*TO DO*
Note every line in the entries that contains the string "Bolivia", and copy it.

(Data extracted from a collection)
▬▬▬
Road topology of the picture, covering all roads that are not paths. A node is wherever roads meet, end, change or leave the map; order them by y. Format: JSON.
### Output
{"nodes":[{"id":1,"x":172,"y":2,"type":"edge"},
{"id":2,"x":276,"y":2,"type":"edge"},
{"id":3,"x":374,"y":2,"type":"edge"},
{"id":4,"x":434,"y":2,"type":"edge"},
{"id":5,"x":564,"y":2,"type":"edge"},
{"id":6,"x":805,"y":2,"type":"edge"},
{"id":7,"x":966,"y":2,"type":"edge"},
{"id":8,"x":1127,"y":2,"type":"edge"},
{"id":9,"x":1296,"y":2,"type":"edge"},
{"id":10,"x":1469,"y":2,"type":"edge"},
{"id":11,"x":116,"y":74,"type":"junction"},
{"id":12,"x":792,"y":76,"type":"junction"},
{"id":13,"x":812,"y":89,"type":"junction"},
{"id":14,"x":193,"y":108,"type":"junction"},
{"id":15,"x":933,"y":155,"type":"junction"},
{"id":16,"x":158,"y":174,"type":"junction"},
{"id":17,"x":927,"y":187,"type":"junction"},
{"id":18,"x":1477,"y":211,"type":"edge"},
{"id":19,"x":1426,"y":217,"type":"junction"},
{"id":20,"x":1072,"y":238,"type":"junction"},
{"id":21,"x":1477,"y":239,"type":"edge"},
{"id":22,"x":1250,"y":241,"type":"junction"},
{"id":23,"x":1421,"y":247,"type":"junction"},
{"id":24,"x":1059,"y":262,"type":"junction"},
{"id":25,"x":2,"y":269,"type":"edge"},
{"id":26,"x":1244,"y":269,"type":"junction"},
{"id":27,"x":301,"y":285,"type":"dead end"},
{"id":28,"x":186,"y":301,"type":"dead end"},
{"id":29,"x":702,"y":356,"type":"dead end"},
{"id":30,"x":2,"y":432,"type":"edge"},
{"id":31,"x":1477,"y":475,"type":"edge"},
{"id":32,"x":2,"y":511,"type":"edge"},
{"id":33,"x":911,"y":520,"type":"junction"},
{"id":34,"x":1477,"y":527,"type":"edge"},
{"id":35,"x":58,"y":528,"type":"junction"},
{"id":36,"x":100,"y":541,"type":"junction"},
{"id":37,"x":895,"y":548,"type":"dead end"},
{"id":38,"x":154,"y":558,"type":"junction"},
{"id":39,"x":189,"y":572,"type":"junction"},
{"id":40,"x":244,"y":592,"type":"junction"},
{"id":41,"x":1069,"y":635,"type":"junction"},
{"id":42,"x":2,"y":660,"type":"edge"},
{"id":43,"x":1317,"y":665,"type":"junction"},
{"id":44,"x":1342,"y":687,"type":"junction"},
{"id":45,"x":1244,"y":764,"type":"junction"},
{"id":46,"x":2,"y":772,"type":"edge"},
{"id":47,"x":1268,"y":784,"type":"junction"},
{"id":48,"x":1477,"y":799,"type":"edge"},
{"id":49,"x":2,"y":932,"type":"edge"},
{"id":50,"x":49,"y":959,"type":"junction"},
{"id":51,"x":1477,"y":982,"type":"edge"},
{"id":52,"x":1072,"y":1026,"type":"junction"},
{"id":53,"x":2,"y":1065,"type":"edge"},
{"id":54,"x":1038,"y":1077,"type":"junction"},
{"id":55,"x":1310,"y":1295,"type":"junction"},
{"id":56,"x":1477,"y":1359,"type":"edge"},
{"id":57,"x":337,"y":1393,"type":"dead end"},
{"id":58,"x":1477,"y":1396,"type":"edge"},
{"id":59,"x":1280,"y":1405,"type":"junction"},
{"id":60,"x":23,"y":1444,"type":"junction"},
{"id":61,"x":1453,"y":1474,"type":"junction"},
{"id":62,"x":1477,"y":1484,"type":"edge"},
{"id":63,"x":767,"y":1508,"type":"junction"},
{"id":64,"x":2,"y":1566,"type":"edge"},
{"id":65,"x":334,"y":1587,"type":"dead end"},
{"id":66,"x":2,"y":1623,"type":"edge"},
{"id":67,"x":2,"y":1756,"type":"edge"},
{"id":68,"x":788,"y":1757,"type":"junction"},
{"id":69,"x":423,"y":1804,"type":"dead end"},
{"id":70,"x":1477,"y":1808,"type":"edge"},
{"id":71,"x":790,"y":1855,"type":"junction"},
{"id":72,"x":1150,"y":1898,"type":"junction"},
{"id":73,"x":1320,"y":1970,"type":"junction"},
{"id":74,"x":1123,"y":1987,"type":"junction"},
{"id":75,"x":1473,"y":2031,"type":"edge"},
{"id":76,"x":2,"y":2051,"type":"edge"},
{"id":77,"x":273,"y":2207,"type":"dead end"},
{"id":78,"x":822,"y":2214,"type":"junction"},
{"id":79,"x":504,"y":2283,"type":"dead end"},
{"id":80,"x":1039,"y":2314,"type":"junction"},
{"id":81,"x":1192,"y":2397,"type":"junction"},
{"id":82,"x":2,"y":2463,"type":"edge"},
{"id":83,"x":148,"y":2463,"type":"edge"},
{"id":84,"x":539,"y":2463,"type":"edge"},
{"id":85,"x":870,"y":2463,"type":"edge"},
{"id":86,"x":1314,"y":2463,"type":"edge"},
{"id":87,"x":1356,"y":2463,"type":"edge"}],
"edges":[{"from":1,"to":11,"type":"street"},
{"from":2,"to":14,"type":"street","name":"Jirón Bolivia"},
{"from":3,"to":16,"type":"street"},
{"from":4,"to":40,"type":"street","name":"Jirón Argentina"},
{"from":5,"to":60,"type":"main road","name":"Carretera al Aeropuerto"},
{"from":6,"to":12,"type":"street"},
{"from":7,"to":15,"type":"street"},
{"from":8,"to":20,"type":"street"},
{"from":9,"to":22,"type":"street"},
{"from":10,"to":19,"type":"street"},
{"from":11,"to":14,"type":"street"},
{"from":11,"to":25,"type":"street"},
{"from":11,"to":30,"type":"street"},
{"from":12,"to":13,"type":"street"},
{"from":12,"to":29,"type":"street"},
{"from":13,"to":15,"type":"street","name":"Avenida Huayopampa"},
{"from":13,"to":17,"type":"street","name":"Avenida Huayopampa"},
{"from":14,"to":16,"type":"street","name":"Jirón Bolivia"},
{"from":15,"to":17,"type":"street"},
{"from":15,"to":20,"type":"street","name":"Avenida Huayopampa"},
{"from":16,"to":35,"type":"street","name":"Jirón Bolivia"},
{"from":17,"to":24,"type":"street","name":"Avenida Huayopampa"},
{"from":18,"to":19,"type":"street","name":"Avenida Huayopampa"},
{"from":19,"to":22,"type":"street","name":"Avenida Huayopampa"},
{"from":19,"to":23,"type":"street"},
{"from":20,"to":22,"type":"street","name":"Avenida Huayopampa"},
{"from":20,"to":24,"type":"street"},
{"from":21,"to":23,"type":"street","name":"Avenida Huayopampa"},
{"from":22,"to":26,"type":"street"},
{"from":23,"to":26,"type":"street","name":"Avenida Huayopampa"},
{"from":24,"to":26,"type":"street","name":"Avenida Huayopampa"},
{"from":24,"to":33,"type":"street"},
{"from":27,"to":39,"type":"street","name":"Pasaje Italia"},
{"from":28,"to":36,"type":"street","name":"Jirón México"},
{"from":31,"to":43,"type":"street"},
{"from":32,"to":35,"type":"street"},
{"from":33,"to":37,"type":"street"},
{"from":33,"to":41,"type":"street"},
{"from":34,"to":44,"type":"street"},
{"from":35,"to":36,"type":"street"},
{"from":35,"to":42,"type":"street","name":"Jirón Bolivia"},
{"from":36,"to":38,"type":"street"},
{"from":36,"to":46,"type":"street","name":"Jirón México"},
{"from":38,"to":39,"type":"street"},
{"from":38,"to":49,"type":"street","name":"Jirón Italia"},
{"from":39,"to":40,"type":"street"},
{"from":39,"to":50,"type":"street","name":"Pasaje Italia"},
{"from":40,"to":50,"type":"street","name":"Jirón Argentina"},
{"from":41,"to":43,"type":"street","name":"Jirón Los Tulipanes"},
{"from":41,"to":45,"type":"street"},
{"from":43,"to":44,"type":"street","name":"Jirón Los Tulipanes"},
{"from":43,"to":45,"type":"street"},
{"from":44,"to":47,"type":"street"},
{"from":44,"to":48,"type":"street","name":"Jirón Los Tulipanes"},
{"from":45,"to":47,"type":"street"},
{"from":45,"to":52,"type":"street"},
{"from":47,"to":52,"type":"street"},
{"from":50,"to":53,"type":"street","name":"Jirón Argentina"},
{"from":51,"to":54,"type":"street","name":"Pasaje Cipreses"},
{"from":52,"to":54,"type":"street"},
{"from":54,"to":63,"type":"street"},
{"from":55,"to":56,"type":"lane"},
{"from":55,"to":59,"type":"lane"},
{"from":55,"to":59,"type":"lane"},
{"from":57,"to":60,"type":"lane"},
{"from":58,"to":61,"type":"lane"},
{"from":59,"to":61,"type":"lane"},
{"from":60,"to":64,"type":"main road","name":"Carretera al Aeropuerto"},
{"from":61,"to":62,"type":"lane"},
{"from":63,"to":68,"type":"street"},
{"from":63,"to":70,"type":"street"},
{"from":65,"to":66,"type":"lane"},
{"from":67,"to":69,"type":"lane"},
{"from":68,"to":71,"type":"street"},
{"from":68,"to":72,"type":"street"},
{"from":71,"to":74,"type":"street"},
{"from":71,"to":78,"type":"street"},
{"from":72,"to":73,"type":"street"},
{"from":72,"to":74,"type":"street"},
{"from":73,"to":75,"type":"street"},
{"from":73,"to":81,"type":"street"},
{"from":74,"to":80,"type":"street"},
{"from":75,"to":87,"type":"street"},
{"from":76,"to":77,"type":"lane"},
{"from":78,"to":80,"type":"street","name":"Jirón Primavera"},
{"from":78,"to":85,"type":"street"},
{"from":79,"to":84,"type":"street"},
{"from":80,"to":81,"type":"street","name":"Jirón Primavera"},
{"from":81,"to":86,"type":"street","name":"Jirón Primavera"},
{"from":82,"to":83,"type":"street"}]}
▬▬▬
*RESPONSE*
{"from":2,"to":14,"type":"street","name":"Jirón Bolivia"},
{"from":14,"to":16,"type":"street","name":"Jirón Bolivia"},
{"from":16,"to":35,"type":"street","name":"Jirón Bolivia"},
{"from":35,"to":42,"type":"street","name":"Jirón Bolivia"},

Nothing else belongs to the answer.